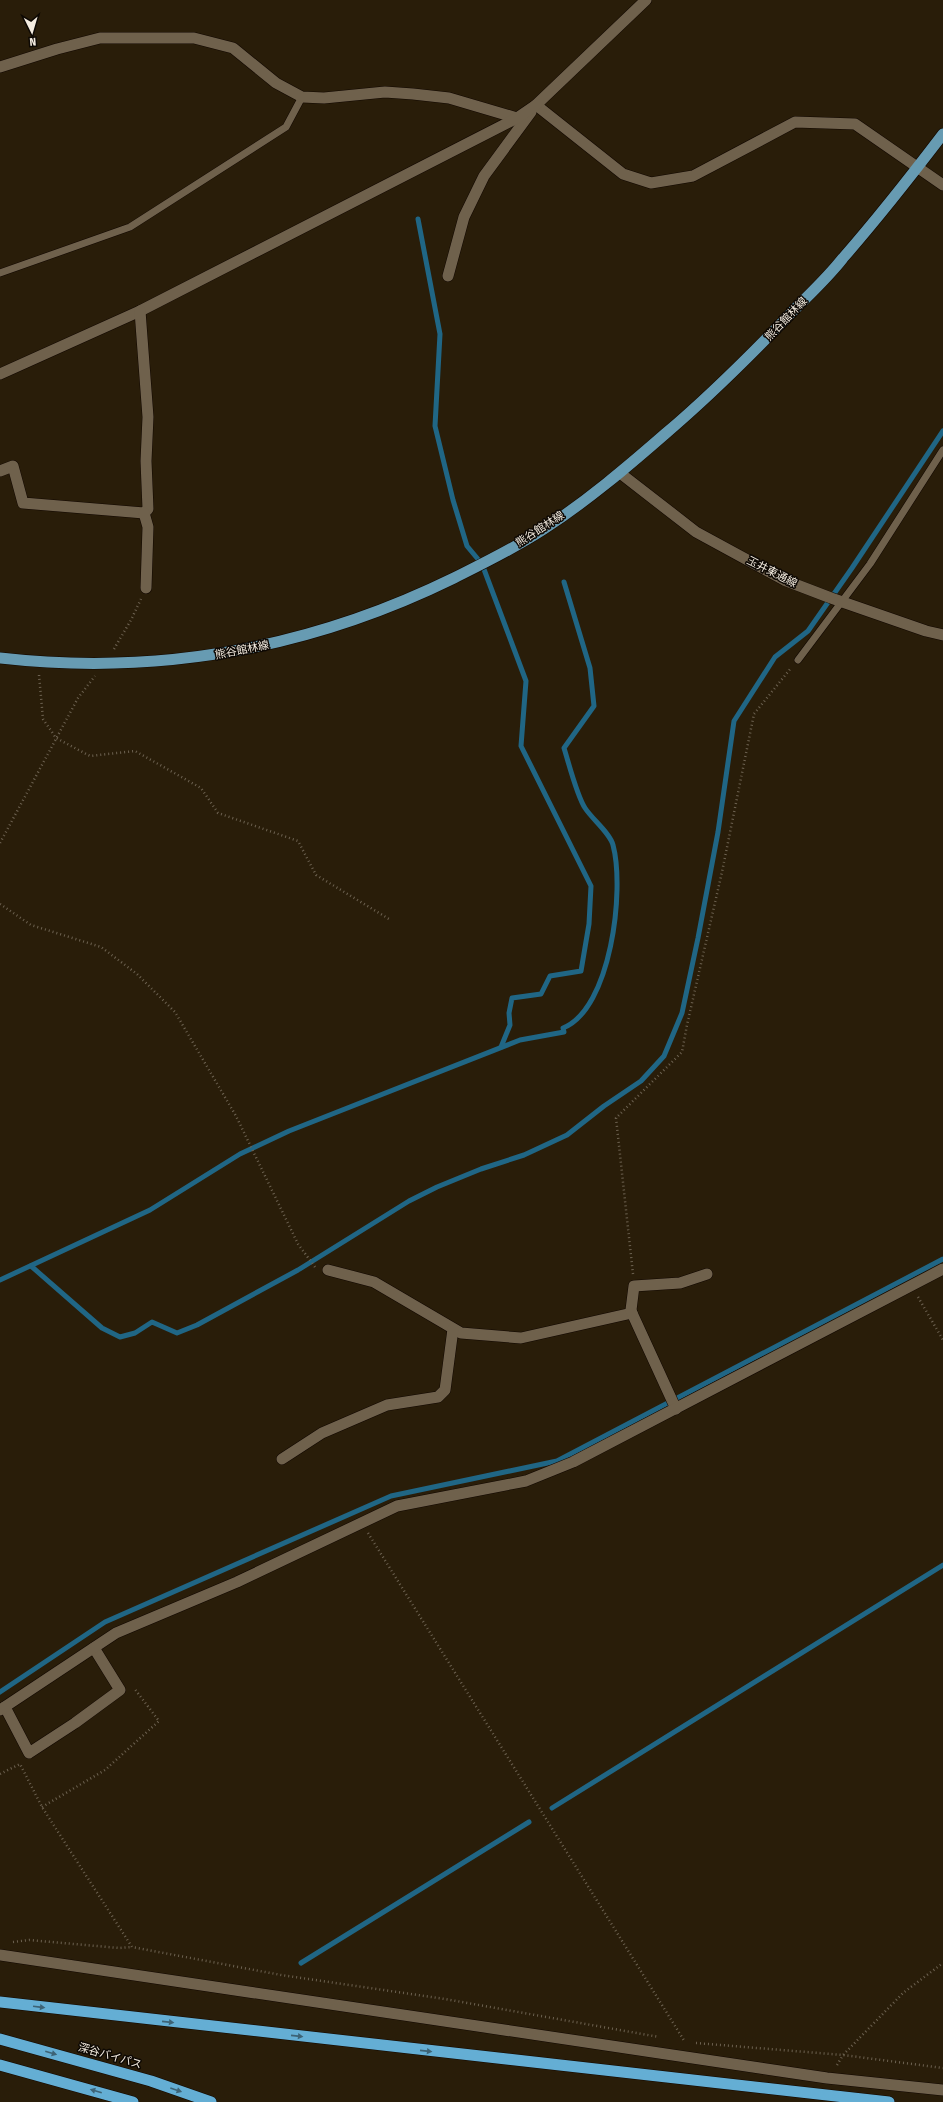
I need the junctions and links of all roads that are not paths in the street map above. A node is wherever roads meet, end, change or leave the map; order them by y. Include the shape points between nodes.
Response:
1 (646, 0) edge
2 (0, 67) edge
3 (302, 97) junction
4 (536, 105) junction
5 (517, 118) junction
6 (943, 134) edge
7 (918, 166) junction
8 (943, 185) edge
9 (0, 273) edge
10 (448, 276) dead end
11 (140, 311) junction
12 (0, 374) edge
13 (943, 450) edge
14 (0, 471) edge
15 (620, 473) junction
16 (144, 513) junction
17 (146, 588) road end
18 (841, 602) junction
19 (943, 635) edge
20 (1, 656) edge
21 (798, 660) road end
22 (943, 1269) edge
23 (328, 1270) road end
24 (707, 1274) dead end
25 (632, 1313) junction
26 (453, 1329) junction
27 (676, 1408) junction
28 (282, 1459) dead end
29 (94, 1648) junction
30 (2, 1708) edge
31 (0, 1955) edge
32 (0, 2002) edge
33 (0, 2039) edge
34 (0, 2065) edge
35 (827, 2078) junction
36 (943, 2090) edge
37 (825, 2095) junction
38 (133, 2102) edge
39 (211, 2102) edge
40 (889, 2102) edge

1 - 4 street
2 - 3 street via 100,38 194,38 233,48 276,83
3 - 5 street via 324,98 385,92 413,94 449,98
3 - 9 lane via 286,127 130,227
4 - 5 street
4 - 7 street via 623,174 651,183 693,176 795,122 855,124
4 - 10 street via 484,176 464,217
5 - 11 street
6 - 7 main road, 熊谷館林線
7 - 8 street
7 - 15 main road, 熊谷館林線 via 842,261 766,340 697,406
11 - 12 street
11 - 16 street via 148,417 148,509
13 - 18 lane via 870,564
14 - 16 street via 13,466 23,503
15 - 18 street, 玉井東通線 via 696,532 784,580
15 - 20 main road, 熊谷館林線 via 543,529 482,564 403,602 337,626 273,644 207,657 105,663 38,661
16 - 17 street via 148,527
18 - 19 street, 玉井東通線
18 - 21 lane
22 - 27 street
23 - 26 street via 374,1282
24 - 25 street via 680,1283 634,1286
25 - 26 street via 521,1338 460,1333
25 - 27 street
26 - 28 street via 445,1390 438,1397 387,1405 322,1434
27 - 29 street via 573,1462 526,1481 397,1506 237,1582 116,1633
29 - 30 street
29 - 30 street via 120,1690 29,1753
31 - 35 street
32 -> 37 highway
33 -> 39 highway, 深谷バイパス via 151,2081
38 -> 34 highway
35 - 36 street
35 - 37 street
37 - 40 highway

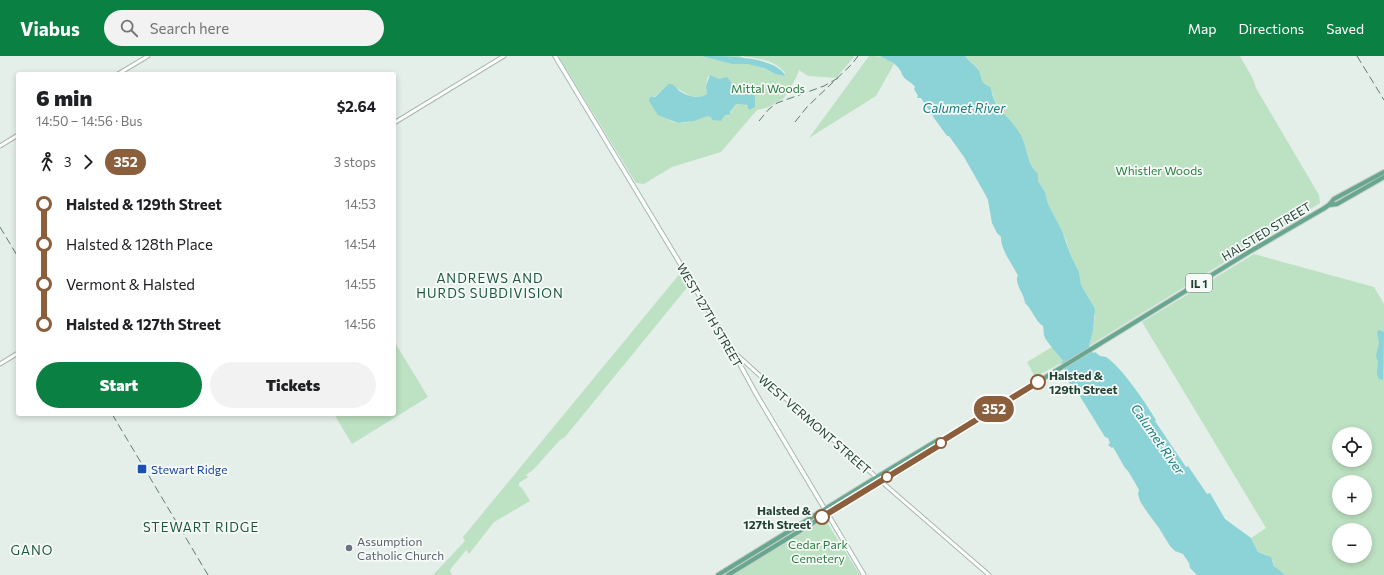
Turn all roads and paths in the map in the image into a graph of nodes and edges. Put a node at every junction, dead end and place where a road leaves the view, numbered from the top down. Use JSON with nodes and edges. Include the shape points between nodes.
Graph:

☆ ☆ ☆

Everything in the entries above should be returned exactly, apart from the pictures.

I need the junctions and links of all roads that are not paths in the street map above. A node is wherever roads meet, end, change or leave the map; order them by y. Include the shape points between nodes.
Response:
1 (646, 0) edge
2 (0, 67) edge
3 (302, 97) junction
4 (536, 105) junction
5 (517, 118) junction
6 (943, 134) edge
7 (918, 166) junction
8 (943, 185) edge
9 (0, 273) edge
10 (448, 276) dead end
11 (140, 311) junction
12 (0, 374) edge
13 (943, 450) edge
14 (0, 471) edge
15 (620, 473) junction
16 (144, 513) junction
17 (146, 588) road end
18 (841, 602) junction
19 (943, 635) edge
20 (1, 656) edge
21 (798, 660) road end
22 (943, 1269) edge
23 (328, 1270) road end
24 (707, 1274) dead end
25 (632, 1313) junction
26 (453, 1329) junction
27 (676, 1408) junction
28 (282, 1459) dead end
29 (94, 1648) junction
30 (2, 1708) edge
31 (0, 1955) edge
32 (0, 2002) edge
33 (0, 2039) edge
34 (0, 2065) edge
35 (827, 2078) junction
36 (943, 2090) edge
37 (825, 2095) junction
38 (133, 2102) edge
39 (211, 2102) edge
40 (889, 2102) edge

1 - 4 street
2 - 3 street via 100,38 194,38 233,48 276,83
3 - 5 street via 324,98 385,92 413,94 449,98
3 - 9 lane via 286,127 130,227
4 - 5 street
4 - 7 street via 623,174 651,183 693,176 795,122 855,124
4 - 10 street via 484,176 464,217
5 - 11 street
6 - 7 main road, 熊谷館林線
7 - 8 street
7 - 15 main road, 熊谷館林線 via 842,261 766,340 697,406
11 - 12 street
11 - 16 street via 148,417 148,509
13 - 18 lane via 870,564
14 - 16 street via 13,466 23,503
15 - 18 street, 玉井東通線 via 696,532 784,580
15 - 20 main road, 熊谷館林線 via 543,529 482,564 403,602 337,626 273,644 207,657 105,663 38,661
16 - 17 street via 148,527
18 - 19 street, 玉井東通線
18 - 21 lane
22 - 27 street
23 - 26 street via 374,1282
24 - 25 street via 680,1283 634,1286
25 - 26 street via 521,1338 460,1333
25 - 27 street
26 - 28 street via 445,1390 438,1397 387,1405 322,1434
27 - 29 street via 573,1462 526,1481 397,1506 237,1582 116,1633
29 - 30 street
29 - 30 street via 120,1690 29,1753
31 - 35 street
32 -> 37 highway
33 -> 39 highway, 深谷バイパス via 151,2081
38 -> 34 highway
35 - 36 street
35 - 37 street
37 - 40 highway

Turn all roads and paths in the map in the image into a graph of nodes and edges. Put a node at every junction, dead end and place where a road leaves the view, numbered from the top down. Use JSON with nodes and edges. Include the shape points between nodes.
Graph:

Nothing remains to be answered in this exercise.